| Work request |
Extract every line below that contains the word "Cinnamon".

| Provided data |
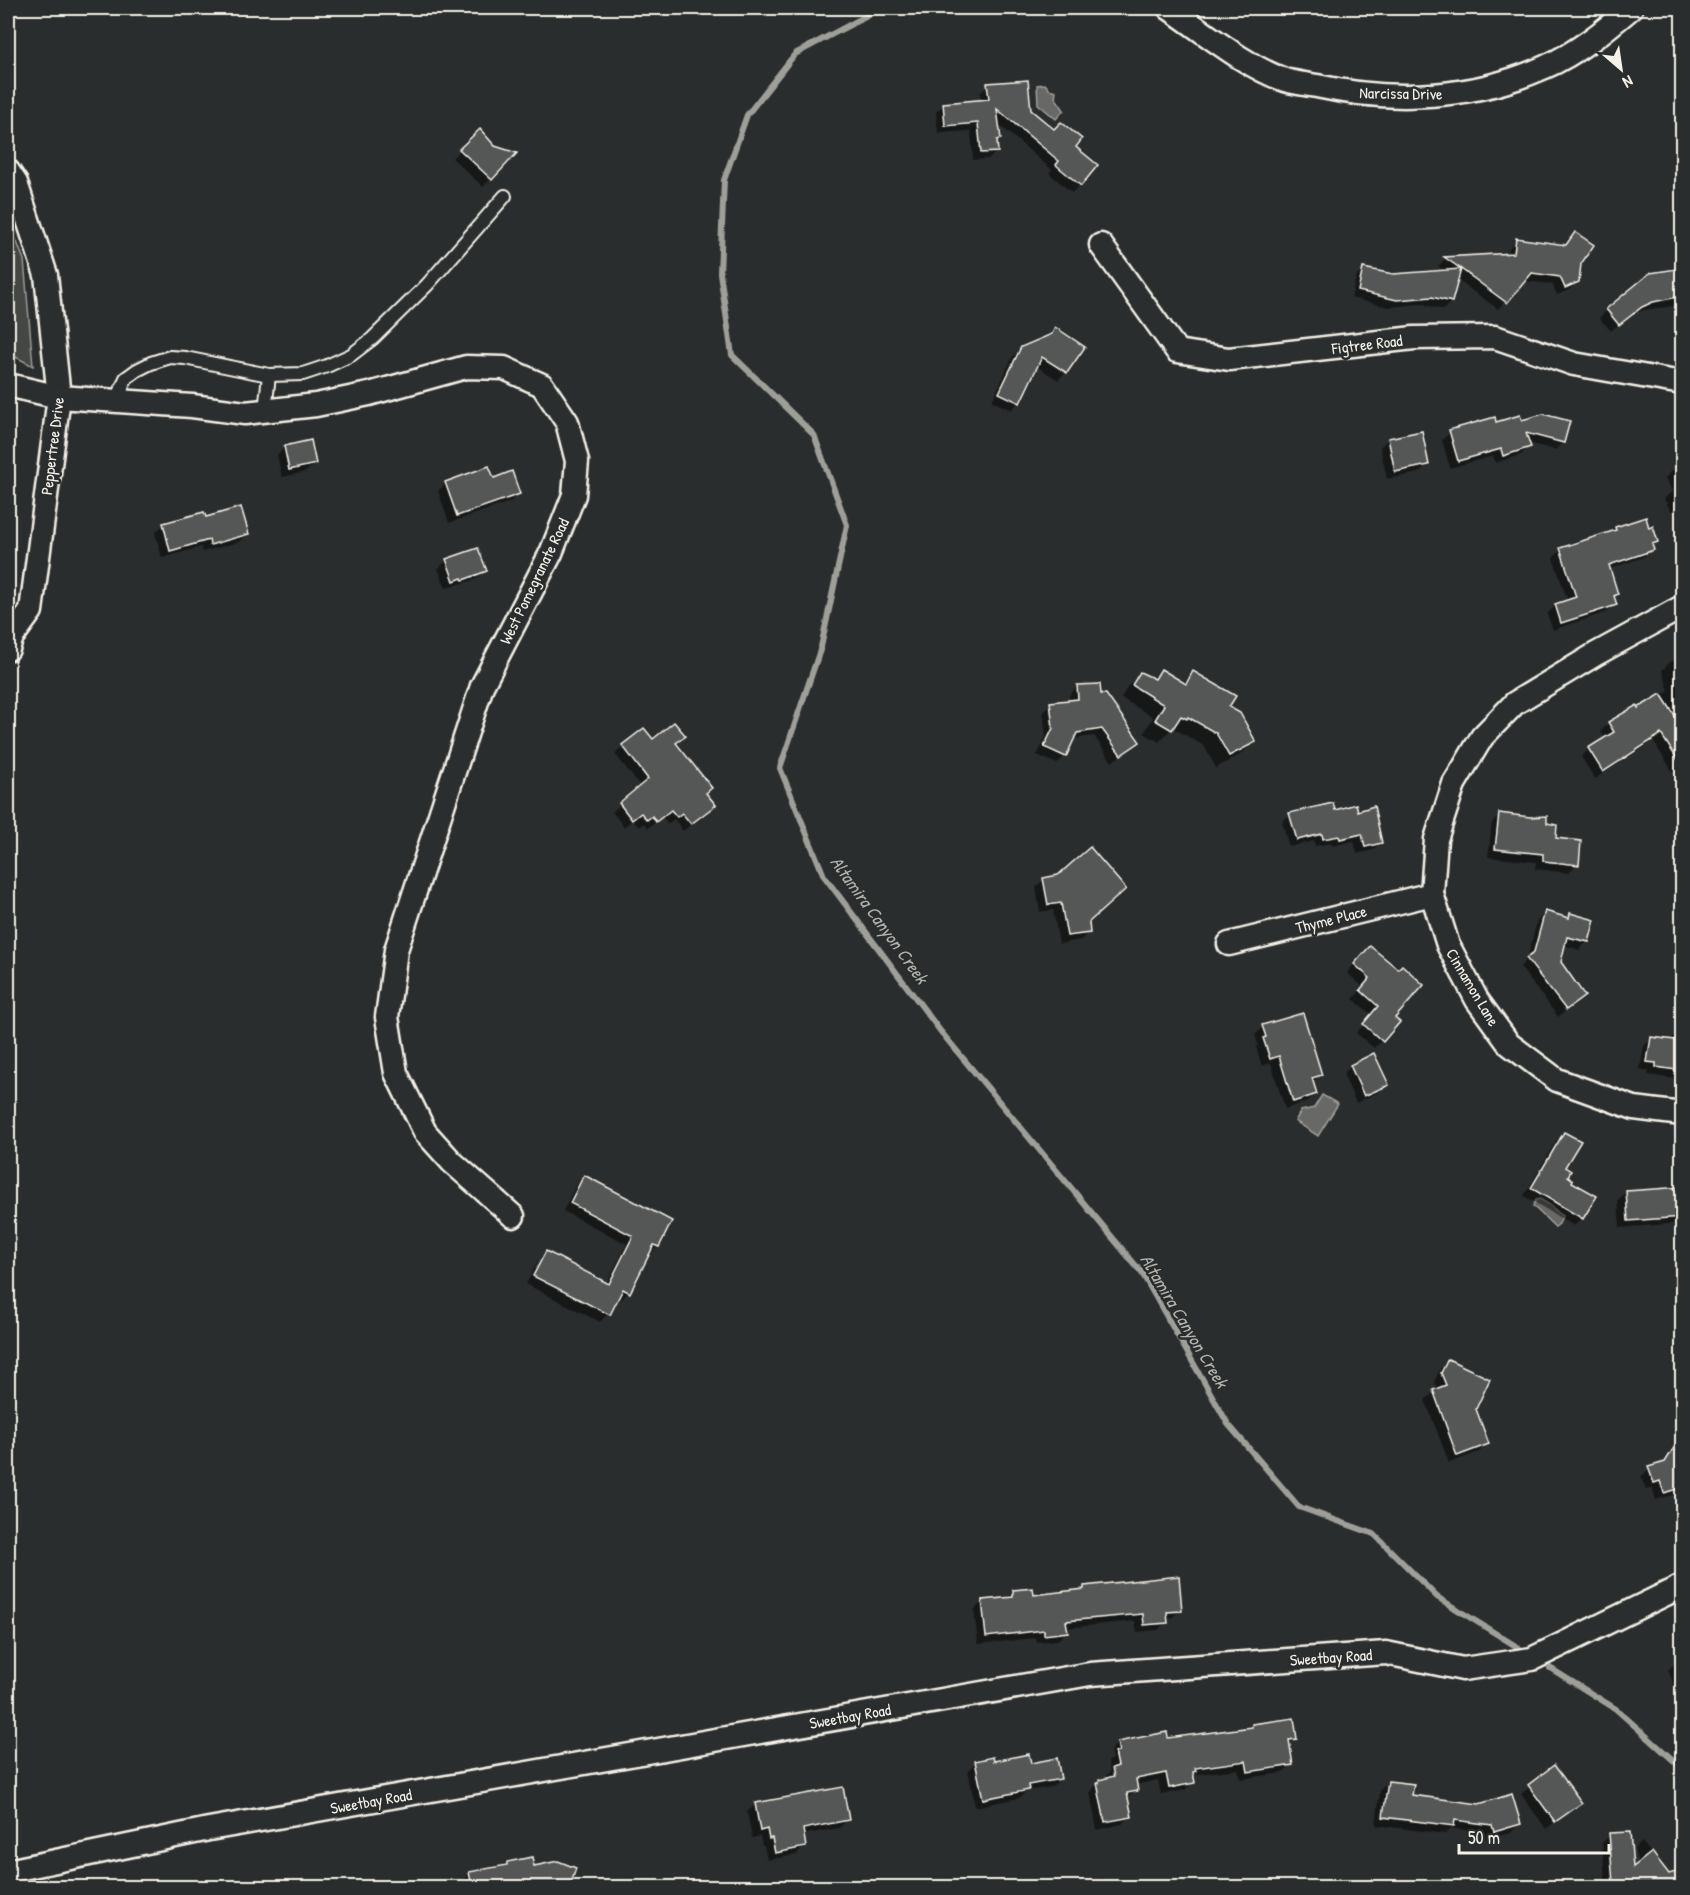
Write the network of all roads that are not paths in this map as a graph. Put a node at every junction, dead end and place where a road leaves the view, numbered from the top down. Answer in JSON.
{"nodes":[{"id":1,"x":1169,"y":8,"type":"edge"},
{"id":2,"x":1631,"y":8,"type":"edge"},
{"id":3,"x":8,"y":171,"type":"edge"},
{"id":4,"x":505,"y":196,"type":"dead end"},
{"id":5,"x":1101,"y":245,"type":"dead end"},
{"id":6,"x":269,"y":375,"type":"junction"},
{"id":7,"x":1683,"y":383,"type":"edge"},
{"id":8,"x":8,"y":385,"type":"edge"},
{"id":9,"x":59,"y":397,"type":"junction"},
{"id":10,"x":117,"y":401,"type":"junction"},
{"id":11,"x":265,"y":411,"type":"junction"},
{"id":12,"x":1683,"y":606,"type":"edge"},
{"id":13,"x":8,"y":649,"type":"edge"},
{"id":14,"x":1432,"y":894,"type":"junction"},
{"id":15,"x":1229,"y":944,"type":"dead end"},
{"id":16,"x":1683,"y":1114,"type":"edge"},
{"id":17,"x":513,"y":1216,"type":"dead end"},
{"id":18,"x":1683,"y":1586,"type":"edge"},
{"id":19,"x":8,"y":1871,"type":"edge"}],
"edges":[{"from":1,"to":2,"type":"street","name":"Narcissa Drive"},
{"from":3,"to":9,"type":"street","name":"Peppertree Drive"},
{"from":4,"to":6,"type":"lane"},
{"from":5,"to":7,"type":"street","name":"Figtree Road"},
{"from":6,"to":10,"type":"lane"},
{"from":6,"to":11,"type":"lane"},
{"from":8,"to":9,"type":"street","name":"West Pomegranate Road"},
{"from":9,"to":10,"type":"street","name":"West Pomegranate Road"},
{"from":9,"to":13,"type":"street","name":"Peppertree Drive"},
{"from":10,"to":11,"type":"street","name":"West Pomegranate Road"},
{"from":11,"to":17,"type":"street","name":"West Pomegranate Road"},
{"from":12,"to":14,"type":"street","name":"Cinnamon Lane"},
{"from":14,"to":15,"type":"street","name":"Thyme Place"},
{"from":14,"to":16,"type":"street","name":"Cinnamon Lane"},
{"from":18,"to":19,"type":"street","name":"Sweetbay Road"}]}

| Result of this exercise |
{"from":12,"to":14,"type":"street","name":"Cinnamon Lane"},
{"from":14,"to":16,"type":"street","name":"Cinnamon Lane"},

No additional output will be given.